The second stage of mental furniture rearrangement came when I remarked to Jonathan about my surprise at how long this went on. ‘Well,’ he said, ‘there was also The Black and White Minstrel Show’.

This was something I had forgotten about entirely, mostly because I was only ever dimly aware of its existence. Like the Beatles, its heyday was before I was born, so it always felt like it belonged to a previous generation. Turns out, though, it continued right through until 1978, which not only astonished but also shocked me. This could have been amongst my childhood memories had it been the kind of thing my parents liked.

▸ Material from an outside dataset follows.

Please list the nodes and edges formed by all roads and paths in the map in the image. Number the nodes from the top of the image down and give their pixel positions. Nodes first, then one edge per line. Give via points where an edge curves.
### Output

(Which I infer, from it never having been on in our household, that it was not. Knowing my parents, I’m not surprised. My father might quite have liked the tunes, but my mother would have had sharply critical words to say about the whole premise.)

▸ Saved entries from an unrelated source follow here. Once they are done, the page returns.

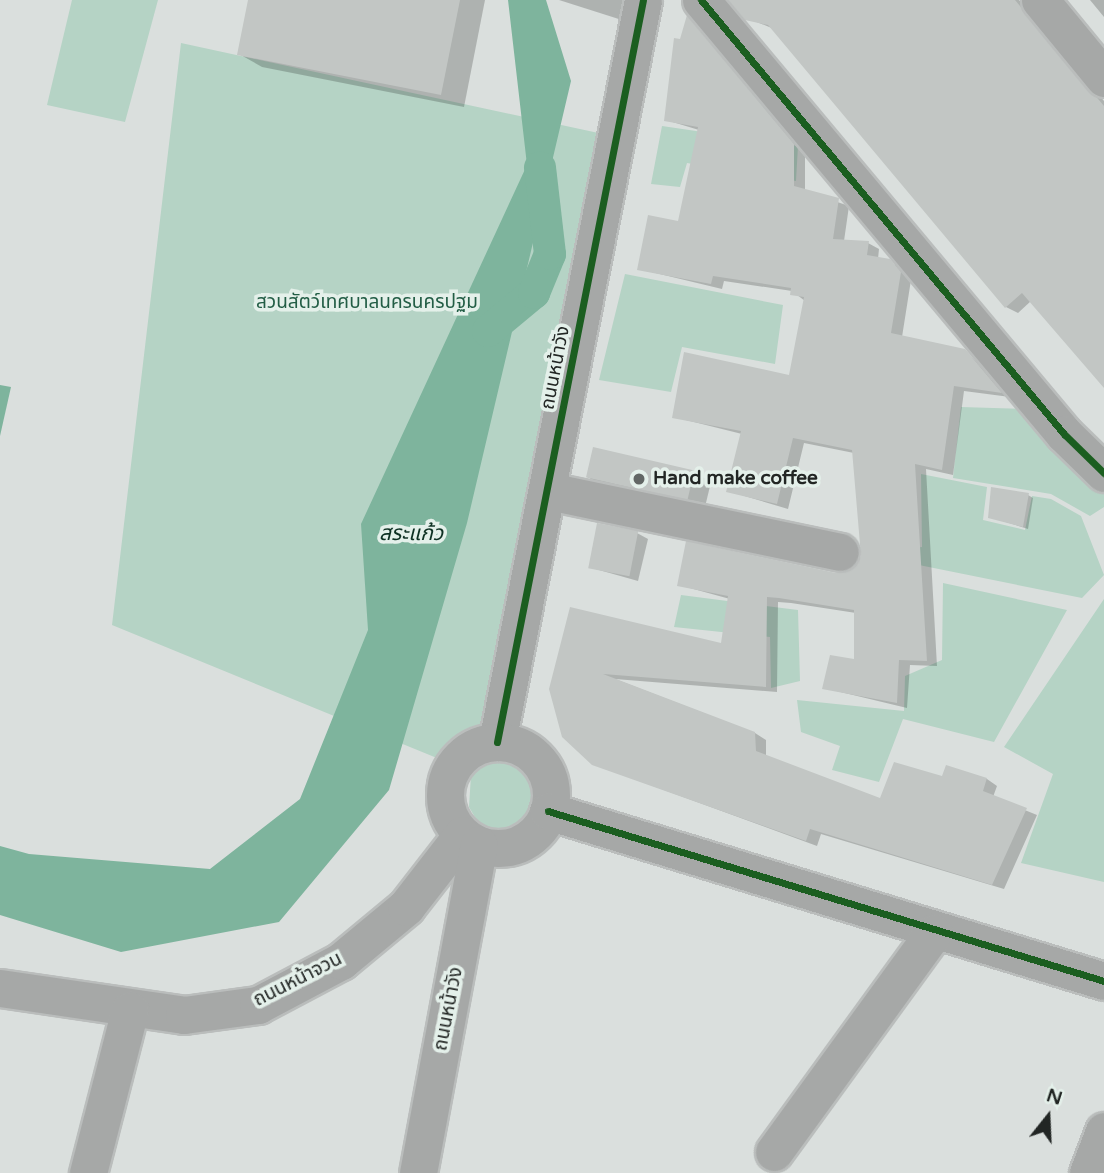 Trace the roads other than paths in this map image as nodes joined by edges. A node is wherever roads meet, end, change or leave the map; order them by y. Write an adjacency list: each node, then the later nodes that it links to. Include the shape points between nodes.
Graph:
1 (643, 0): 6 (street, ถนนหน้าวัง)
2 (701, 0): 5 (street, via 1064,434)
3 (1040, 0): 4 (street)
4 (1104, 78)
5 (1104, 473)
6 (548, 491): 7 (street); 8 (street, ถนนหน้าวัง)
7 (839, 552)
8 (497, 742): 9 (street, via 514,745 540,764 550,787); 10 (street, via 469,751 449,773 446,806)
9 (548, 811): 10 (street, via 529,838 496,848); 11 (street)
10 (471, 840): 14 (street, ถนนหน้าจวน, via 406,907 341,961 258,1005 184,1015); 18 (street, ถนนหน้าวัง)
11 (933, 933): 12 (street); 16 (street)
12 (1104, 981)
13 (0, 988): 14 (street, ถนนหน้าจวน)
14 (130, 1010): 17 (street)
15 (1104, 1132): 19 (street)
16 (774, 1152)
17 (89, 1173)
18 (418, 1173)
19 (1088, 1173)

So, after spending a while, largely agog, reading about the show and watching clips, three observations rise to the top.

First, for all it is entirely derived from the stereotypes of American minstrelsy – in its songs, in its costuming, in the very use of blackface – it also garbles them. There was a clip of ‘Sweet Rosy O’Grady’ featuring a romantic encounter between the male singer in blackface and one of the white female dancers dressed in a kind of 1960s version of Southern Belle. Pretty sure that the image of Black men courting white women wasn’t part of the standard Dixie fantasy.

You’d like to think this might have marked some kind of subtle subversion of the hideous racism the show generally represented, but I suspect it’s only a sign of incompetence. There are some revealing interviews with people involved in the show claiming innocence – they really didn’t mean to be mean – which lends weight to this picture of general cluelessness. However, there are also letters from the BBC archive of people pointing exactly what was wrong with the show, that were brushed aside in the light of the show’s great popularity, so it is hard to claim the ignorance wasn’t wilful.

Second, the tale of Lenny Henry’s addition to the show in 1975 as its first actual Black performer echoes the complex and troubling stories of both the early 20th-century ‘coon-shouters’ and the experience of Black actors in Hollywood in the 1940s. The few opportunities available for Black performers came at the cost of reinforcing the very stereotypes that were used to keep the rest out.

Third, learning about the popularity of this show suddenly put the introduction to barbershop in the UK in the late 1960s and early 1970s in a new light. I have always been faintly mystified at how Harry Danser had managed to turn a personal enthusiasm into a movement with evangelical momentum, notwithstanding the support from the BHS in promoting the genre and some favourable national TV coverage.

But if The Black and White Minstrel Show was beaming exotic, nostalgic (if garbled) Americana into millions of homes each Saturday, as apparently it was between 1958 and 1978, that could explain why middle England was such a fertile ground to plant the barbershop seed. And, indeed, how they managed to secure that TV coverage.

It also sheds light on why barbershop in the UK was predominantly white from the get-go. In my book I argued that, as American barbershop had at that point entirely severed barbershop’s history from its Black roots, and only recently desegregated its main organisations, the genre the UK imported was always experienced as a white genre. That point still stands, but if much of its key repertoire, as well as its early costuming habits, all drew on a shared public imaginary in this country that was egregiously racist, it is hardly surprising that it remained a largely white genre here too.

We are, in Europe, in the habit of thinking that we aren’t implicated in the specific cultural struggles represented by Dixie nostalgia; we comfort ourselves with the thought that, notwithstanding the ongoing difficulties with race relations we have in our own local contexts, we imported these songs innocently. But if one the UK’s most popular prime time shows of the Windrush era was built around Dixie’s most quintessentially racist performance tradition, I don’t think we can wash our hands that easily.